RECORDS FOR THIS TASK —
BEGIN

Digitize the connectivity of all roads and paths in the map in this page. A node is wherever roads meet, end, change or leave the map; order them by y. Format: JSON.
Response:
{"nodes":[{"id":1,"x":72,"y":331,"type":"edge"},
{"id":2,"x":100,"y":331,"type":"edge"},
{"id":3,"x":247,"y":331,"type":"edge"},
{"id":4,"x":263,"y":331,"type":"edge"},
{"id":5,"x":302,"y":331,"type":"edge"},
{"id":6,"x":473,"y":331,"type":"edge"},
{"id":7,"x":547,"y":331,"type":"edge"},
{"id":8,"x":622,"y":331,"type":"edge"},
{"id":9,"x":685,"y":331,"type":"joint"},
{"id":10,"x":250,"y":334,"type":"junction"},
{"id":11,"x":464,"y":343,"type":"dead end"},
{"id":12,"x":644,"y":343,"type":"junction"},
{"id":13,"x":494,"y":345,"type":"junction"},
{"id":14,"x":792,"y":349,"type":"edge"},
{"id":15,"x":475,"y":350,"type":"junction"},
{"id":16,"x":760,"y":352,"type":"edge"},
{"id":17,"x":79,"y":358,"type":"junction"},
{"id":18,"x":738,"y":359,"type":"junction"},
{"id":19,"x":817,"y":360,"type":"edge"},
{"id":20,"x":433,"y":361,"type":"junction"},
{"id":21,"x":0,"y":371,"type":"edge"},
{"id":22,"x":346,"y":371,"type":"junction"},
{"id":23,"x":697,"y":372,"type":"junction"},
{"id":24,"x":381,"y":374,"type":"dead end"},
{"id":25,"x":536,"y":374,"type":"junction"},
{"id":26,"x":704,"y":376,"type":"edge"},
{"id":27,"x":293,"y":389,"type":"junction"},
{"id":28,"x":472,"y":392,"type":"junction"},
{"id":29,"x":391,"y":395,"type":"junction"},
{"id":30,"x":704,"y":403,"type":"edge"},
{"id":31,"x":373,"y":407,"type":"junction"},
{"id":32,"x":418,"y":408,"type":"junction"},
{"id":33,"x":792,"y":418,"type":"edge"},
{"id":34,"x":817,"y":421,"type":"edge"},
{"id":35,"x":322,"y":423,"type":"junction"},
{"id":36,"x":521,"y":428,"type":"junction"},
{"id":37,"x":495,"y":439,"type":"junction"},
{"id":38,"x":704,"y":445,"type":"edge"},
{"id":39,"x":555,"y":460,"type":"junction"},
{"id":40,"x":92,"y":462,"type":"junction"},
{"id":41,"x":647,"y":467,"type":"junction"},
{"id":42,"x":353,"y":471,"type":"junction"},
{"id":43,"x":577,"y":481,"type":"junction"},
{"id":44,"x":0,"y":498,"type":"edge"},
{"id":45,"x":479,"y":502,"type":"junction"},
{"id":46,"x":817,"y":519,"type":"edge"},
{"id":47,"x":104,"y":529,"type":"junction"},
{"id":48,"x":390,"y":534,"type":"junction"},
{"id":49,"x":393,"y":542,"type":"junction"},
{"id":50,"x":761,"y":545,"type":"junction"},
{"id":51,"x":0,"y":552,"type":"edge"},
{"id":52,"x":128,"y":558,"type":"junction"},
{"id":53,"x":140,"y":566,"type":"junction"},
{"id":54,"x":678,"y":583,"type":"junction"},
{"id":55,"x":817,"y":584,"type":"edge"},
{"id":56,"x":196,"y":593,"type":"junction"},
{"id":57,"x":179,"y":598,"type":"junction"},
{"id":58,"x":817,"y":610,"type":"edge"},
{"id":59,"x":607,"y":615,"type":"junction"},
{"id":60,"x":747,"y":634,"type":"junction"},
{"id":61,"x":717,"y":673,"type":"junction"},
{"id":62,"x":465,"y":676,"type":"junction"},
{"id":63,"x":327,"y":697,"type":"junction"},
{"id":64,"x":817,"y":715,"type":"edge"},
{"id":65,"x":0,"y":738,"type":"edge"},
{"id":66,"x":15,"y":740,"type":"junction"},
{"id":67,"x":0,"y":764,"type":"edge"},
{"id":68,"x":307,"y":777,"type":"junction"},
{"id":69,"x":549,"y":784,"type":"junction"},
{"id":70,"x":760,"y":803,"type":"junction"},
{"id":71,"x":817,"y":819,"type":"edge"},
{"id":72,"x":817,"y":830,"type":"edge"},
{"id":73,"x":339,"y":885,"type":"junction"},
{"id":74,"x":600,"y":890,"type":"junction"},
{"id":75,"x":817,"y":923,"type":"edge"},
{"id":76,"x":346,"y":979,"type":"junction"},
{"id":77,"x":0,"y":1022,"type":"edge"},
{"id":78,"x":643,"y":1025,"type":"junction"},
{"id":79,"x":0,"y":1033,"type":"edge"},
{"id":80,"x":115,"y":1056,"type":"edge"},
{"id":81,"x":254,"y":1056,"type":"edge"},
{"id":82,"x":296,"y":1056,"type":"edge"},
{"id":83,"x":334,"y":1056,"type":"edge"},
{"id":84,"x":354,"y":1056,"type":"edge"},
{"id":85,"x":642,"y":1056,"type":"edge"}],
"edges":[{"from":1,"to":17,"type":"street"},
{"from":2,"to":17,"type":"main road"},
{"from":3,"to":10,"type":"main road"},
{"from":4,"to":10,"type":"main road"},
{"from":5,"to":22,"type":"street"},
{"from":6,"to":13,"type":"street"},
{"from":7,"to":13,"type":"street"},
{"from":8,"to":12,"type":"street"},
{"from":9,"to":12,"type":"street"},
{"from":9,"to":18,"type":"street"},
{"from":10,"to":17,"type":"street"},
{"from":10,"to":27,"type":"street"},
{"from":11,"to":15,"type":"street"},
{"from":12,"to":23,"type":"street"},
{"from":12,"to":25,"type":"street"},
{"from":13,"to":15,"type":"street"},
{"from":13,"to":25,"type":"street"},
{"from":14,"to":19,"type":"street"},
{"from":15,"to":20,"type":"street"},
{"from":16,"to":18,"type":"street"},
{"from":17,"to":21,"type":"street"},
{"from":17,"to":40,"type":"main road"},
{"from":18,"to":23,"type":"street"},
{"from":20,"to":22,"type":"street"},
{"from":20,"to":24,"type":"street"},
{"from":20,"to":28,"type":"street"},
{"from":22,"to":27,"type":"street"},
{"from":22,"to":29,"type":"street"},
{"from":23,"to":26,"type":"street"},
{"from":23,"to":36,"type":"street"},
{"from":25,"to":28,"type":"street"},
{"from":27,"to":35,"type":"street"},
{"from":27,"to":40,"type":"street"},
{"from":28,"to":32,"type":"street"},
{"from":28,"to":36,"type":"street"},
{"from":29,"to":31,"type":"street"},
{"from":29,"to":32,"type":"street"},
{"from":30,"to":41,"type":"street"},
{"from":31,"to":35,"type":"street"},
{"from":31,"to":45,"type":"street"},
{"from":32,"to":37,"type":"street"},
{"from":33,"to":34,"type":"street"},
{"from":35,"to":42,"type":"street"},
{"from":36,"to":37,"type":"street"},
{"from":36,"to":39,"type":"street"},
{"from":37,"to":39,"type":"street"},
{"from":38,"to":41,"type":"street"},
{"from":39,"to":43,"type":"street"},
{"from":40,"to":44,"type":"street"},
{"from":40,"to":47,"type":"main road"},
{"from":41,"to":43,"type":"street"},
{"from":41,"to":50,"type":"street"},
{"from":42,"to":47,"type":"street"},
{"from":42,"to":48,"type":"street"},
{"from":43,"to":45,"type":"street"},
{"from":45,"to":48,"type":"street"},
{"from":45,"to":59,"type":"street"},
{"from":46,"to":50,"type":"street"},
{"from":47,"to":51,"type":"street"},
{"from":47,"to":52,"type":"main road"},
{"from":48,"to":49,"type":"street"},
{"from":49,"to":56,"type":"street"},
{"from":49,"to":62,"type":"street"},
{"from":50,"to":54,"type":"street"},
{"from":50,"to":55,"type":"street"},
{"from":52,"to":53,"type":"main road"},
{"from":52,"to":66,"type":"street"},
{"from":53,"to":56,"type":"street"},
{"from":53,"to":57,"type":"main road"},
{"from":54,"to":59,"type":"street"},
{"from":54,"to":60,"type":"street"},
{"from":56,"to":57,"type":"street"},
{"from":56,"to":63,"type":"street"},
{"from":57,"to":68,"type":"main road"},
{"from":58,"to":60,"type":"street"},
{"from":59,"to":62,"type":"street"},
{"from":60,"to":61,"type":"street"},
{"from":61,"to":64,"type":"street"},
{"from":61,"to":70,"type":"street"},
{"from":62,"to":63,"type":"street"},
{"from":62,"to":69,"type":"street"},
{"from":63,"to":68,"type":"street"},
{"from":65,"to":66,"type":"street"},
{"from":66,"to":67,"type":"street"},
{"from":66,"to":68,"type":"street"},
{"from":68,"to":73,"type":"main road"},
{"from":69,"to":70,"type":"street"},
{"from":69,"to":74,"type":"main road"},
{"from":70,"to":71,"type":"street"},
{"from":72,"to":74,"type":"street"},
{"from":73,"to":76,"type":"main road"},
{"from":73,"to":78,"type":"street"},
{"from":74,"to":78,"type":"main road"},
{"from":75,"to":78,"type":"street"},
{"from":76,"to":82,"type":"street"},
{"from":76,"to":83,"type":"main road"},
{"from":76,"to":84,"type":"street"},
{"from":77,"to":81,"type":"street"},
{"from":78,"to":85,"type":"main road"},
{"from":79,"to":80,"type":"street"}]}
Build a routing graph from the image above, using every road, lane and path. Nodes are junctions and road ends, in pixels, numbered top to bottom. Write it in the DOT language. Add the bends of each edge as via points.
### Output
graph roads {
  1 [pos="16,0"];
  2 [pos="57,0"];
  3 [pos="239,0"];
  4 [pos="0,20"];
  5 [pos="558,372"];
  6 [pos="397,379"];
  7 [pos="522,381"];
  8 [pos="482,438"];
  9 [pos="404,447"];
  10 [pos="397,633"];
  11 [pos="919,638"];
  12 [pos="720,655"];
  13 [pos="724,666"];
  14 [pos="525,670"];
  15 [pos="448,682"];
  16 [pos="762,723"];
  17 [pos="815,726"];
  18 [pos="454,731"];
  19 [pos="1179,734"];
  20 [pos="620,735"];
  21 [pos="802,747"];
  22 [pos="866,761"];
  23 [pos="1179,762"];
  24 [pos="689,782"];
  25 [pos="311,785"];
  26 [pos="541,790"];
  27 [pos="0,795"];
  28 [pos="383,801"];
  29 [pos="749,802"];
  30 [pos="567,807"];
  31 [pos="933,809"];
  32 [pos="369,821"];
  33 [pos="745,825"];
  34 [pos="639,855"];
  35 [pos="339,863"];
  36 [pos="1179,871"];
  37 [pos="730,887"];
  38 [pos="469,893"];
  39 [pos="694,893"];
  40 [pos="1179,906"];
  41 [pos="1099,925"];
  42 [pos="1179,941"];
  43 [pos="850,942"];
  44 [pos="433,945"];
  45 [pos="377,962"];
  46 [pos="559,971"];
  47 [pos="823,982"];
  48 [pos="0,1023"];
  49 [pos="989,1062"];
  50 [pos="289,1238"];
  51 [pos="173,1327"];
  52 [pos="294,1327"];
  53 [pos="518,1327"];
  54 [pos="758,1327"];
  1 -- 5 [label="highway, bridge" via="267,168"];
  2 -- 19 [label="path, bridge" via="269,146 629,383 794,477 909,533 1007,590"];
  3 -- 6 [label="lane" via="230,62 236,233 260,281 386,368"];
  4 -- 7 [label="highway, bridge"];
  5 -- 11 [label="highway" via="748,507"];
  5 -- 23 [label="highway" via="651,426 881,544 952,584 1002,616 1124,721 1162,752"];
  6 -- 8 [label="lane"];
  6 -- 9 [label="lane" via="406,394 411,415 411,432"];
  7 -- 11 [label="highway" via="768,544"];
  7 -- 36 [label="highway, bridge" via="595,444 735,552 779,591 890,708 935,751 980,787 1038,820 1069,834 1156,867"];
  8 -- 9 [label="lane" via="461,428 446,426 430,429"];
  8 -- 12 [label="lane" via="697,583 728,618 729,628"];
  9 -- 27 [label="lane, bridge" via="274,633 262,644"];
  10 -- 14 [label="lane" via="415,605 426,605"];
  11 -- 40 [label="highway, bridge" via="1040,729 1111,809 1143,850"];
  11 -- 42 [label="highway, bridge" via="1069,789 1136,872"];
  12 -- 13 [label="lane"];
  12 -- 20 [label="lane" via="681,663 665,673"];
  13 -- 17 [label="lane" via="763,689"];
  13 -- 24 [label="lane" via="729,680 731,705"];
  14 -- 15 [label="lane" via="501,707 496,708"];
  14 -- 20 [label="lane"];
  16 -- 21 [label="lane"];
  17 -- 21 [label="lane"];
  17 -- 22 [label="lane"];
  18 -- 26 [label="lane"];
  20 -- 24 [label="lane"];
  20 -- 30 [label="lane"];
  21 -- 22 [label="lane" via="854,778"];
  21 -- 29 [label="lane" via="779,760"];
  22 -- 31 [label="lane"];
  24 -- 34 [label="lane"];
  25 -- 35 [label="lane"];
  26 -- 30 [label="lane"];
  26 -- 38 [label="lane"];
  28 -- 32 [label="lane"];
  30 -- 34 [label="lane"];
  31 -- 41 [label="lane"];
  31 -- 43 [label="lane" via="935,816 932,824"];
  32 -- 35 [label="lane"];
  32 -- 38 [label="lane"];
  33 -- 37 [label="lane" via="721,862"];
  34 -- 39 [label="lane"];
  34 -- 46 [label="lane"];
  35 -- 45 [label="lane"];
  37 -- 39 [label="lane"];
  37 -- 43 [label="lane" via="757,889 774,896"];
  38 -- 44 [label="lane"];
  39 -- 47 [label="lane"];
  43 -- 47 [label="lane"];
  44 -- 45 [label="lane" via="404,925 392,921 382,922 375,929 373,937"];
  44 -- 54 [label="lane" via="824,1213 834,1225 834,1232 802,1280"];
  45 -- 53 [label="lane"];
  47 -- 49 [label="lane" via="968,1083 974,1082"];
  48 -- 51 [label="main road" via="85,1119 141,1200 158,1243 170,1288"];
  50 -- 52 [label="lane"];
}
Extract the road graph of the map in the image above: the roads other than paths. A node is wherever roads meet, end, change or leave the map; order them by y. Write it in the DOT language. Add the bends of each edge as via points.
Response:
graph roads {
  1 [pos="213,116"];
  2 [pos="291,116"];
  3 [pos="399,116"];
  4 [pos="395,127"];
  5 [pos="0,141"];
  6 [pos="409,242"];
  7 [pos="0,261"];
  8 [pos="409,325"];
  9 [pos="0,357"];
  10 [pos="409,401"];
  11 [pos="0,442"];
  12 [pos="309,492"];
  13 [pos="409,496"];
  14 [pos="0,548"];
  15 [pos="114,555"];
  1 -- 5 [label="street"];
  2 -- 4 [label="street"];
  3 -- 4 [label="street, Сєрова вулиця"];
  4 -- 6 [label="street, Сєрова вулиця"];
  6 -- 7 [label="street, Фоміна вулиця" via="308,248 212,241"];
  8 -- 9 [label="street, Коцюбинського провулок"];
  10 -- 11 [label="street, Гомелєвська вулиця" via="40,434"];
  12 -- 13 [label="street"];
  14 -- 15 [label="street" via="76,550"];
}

END

TASK DESCRIPTION — A single number is expected: how many lines in the records contain the string "bridge".

RESULT OF THE TASK — 7